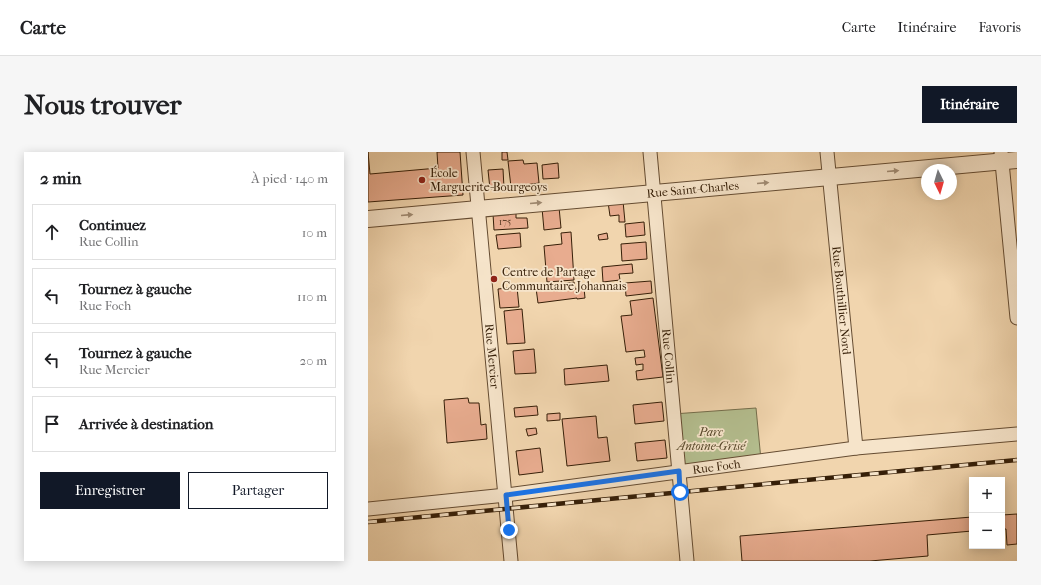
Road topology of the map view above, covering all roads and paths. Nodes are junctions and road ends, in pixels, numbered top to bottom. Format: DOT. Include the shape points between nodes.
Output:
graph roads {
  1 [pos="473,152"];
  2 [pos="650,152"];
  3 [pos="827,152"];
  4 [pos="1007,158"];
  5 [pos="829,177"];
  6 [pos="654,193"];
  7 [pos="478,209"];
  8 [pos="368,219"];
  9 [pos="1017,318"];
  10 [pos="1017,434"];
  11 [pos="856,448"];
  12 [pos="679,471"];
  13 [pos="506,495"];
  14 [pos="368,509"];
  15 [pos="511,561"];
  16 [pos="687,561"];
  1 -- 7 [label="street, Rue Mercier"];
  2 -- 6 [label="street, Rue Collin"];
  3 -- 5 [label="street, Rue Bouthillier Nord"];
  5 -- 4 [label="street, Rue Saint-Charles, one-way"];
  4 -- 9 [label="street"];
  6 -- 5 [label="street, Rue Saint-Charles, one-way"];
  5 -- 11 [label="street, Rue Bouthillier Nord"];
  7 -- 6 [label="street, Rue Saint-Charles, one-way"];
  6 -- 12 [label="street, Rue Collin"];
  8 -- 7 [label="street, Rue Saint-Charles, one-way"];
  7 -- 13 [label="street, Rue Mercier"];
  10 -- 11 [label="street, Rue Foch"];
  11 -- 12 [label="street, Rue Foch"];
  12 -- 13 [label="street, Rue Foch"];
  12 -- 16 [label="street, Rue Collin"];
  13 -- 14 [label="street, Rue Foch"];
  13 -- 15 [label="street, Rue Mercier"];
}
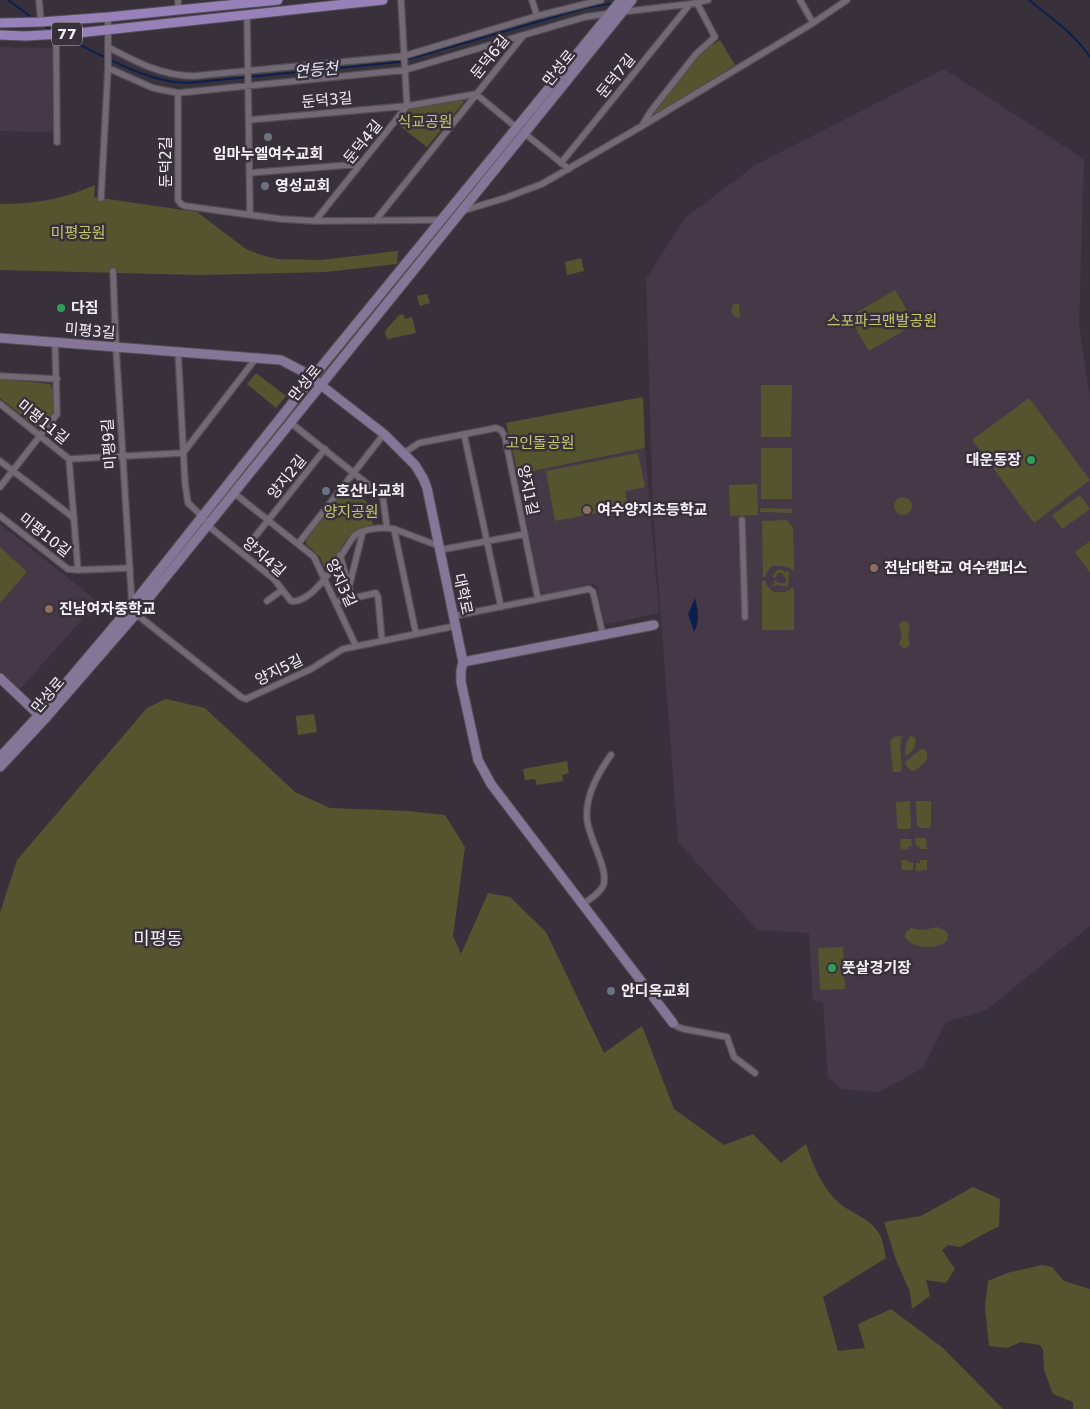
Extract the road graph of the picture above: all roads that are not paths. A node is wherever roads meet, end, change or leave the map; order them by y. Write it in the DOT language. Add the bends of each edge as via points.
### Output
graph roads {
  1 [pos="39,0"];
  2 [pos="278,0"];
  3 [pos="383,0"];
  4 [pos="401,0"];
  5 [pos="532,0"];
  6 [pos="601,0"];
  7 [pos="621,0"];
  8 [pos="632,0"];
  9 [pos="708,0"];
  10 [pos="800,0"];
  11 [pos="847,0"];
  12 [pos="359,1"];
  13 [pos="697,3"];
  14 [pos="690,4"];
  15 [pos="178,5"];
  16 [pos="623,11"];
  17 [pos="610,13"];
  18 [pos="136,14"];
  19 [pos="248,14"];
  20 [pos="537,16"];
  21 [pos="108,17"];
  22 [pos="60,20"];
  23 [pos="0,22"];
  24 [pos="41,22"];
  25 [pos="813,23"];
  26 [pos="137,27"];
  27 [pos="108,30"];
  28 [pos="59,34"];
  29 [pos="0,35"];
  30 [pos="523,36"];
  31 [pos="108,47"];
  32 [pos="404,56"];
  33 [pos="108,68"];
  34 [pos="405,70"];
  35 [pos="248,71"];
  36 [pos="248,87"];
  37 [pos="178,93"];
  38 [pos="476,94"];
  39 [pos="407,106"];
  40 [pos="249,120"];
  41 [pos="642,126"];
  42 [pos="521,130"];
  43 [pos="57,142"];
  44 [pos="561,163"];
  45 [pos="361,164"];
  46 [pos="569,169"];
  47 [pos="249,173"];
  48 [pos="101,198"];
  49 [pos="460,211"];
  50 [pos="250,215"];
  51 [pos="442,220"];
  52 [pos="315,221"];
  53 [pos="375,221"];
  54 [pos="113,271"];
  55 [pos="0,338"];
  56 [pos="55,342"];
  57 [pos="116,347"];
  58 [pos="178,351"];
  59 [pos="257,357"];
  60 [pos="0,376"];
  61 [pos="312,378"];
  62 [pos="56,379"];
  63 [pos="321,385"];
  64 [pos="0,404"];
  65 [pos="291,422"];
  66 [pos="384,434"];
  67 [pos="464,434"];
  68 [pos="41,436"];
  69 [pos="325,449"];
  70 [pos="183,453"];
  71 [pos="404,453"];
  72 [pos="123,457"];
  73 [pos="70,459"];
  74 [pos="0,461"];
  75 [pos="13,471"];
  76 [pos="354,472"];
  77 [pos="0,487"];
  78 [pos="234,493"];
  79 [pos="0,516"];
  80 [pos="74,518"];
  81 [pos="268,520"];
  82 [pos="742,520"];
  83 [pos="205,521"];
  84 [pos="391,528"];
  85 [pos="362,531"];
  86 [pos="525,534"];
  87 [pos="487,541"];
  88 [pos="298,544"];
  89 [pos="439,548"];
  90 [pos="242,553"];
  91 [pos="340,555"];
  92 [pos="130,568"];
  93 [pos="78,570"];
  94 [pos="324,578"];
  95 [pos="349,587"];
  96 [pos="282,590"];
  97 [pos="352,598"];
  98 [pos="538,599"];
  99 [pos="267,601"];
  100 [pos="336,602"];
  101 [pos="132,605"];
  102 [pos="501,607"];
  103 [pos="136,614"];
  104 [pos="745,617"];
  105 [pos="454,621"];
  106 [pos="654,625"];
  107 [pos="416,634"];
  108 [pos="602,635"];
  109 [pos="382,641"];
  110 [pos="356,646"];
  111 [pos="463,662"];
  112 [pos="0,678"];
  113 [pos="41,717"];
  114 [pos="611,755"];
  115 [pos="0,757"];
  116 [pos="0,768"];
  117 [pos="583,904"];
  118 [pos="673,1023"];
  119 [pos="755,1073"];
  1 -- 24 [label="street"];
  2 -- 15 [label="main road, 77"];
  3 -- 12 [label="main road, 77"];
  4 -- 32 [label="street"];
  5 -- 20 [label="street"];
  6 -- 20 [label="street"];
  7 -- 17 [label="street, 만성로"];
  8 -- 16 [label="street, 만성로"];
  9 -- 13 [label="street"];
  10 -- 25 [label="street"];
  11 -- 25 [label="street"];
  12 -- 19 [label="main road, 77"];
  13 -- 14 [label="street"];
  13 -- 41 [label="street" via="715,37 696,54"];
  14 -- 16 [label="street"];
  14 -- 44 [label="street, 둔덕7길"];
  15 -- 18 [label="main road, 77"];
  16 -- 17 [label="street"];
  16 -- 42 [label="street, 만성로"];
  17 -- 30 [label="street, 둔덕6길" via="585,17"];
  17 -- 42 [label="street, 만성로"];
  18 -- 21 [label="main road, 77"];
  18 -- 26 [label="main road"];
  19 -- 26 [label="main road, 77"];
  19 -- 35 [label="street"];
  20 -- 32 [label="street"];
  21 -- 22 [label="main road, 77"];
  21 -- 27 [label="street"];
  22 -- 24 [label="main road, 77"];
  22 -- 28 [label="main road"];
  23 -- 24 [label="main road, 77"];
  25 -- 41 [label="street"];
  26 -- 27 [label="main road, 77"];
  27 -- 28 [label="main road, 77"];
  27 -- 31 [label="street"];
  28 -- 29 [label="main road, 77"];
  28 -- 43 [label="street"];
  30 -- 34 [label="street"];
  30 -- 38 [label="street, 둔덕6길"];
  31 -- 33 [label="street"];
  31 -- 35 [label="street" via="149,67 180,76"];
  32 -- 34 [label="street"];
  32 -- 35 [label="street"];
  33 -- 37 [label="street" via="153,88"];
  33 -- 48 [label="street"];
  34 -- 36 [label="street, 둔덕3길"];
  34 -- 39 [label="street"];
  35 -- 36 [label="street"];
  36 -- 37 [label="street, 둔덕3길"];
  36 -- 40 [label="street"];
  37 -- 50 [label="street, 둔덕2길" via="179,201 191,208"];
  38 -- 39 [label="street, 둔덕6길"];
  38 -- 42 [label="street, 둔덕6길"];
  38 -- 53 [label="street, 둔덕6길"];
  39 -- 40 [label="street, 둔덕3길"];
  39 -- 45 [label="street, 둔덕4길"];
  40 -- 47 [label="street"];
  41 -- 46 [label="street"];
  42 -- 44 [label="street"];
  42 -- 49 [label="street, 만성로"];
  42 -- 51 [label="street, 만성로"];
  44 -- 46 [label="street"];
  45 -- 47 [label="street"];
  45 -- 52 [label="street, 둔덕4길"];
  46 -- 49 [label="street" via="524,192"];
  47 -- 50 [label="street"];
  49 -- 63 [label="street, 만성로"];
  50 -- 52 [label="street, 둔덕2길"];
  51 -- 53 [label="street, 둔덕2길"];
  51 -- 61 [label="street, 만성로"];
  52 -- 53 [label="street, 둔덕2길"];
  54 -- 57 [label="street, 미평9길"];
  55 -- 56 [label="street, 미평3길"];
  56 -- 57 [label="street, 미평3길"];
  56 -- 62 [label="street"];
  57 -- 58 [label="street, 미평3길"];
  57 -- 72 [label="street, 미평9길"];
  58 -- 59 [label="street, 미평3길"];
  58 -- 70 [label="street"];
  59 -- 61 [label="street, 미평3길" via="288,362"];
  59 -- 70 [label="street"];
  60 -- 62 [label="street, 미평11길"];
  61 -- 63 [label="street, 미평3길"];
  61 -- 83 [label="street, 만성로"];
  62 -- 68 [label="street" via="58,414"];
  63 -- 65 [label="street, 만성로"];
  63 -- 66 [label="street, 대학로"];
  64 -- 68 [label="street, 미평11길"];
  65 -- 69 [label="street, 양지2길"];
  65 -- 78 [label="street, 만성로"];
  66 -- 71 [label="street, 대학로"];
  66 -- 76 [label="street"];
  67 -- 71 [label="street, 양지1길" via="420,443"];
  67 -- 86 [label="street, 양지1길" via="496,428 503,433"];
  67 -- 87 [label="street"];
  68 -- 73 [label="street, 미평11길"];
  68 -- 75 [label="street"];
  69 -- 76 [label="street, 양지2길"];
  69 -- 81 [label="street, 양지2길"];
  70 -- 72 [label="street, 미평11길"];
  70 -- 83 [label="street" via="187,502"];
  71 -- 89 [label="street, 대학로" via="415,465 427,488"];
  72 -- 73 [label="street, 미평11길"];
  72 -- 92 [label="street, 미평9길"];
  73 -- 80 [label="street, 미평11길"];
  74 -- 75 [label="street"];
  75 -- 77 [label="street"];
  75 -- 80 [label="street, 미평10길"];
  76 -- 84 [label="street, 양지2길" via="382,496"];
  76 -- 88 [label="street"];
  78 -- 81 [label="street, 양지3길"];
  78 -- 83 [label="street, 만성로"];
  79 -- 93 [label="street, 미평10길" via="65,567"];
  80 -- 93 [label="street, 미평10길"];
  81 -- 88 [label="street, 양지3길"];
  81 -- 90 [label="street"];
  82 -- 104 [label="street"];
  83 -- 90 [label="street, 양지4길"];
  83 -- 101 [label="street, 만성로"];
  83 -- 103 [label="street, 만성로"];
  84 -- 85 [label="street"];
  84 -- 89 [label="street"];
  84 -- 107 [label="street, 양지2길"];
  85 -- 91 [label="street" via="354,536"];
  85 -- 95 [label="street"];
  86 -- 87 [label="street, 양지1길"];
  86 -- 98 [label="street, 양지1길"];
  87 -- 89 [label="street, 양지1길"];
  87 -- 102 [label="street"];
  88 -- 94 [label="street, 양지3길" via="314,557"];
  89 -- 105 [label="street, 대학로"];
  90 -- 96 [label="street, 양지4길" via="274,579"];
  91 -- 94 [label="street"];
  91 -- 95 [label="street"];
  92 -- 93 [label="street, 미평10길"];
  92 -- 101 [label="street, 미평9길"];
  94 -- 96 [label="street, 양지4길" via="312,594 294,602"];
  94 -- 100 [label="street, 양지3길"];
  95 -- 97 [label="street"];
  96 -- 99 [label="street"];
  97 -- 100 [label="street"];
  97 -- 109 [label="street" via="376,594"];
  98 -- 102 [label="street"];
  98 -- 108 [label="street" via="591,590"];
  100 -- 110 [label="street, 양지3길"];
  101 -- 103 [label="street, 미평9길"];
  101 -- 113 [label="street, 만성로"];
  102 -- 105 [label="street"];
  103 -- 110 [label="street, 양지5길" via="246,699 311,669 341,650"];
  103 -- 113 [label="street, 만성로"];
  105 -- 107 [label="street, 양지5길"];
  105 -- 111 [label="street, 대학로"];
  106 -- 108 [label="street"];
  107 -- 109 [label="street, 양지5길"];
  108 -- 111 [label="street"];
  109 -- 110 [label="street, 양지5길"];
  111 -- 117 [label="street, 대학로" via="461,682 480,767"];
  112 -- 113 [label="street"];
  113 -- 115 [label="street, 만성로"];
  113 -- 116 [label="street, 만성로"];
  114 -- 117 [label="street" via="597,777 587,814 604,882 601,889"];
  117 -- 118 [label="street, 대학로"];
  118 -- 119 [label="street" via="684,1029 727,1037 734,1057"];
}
^^^^^^^^
Go line by line through the records above and copy each one containing "Mercier".

  1 -- 7 [label="street, Rue Mercier"];
  7 -- 13 [label="street, Rue Mercier"];
  13 -- 15 [label="street, Rue Mercier"];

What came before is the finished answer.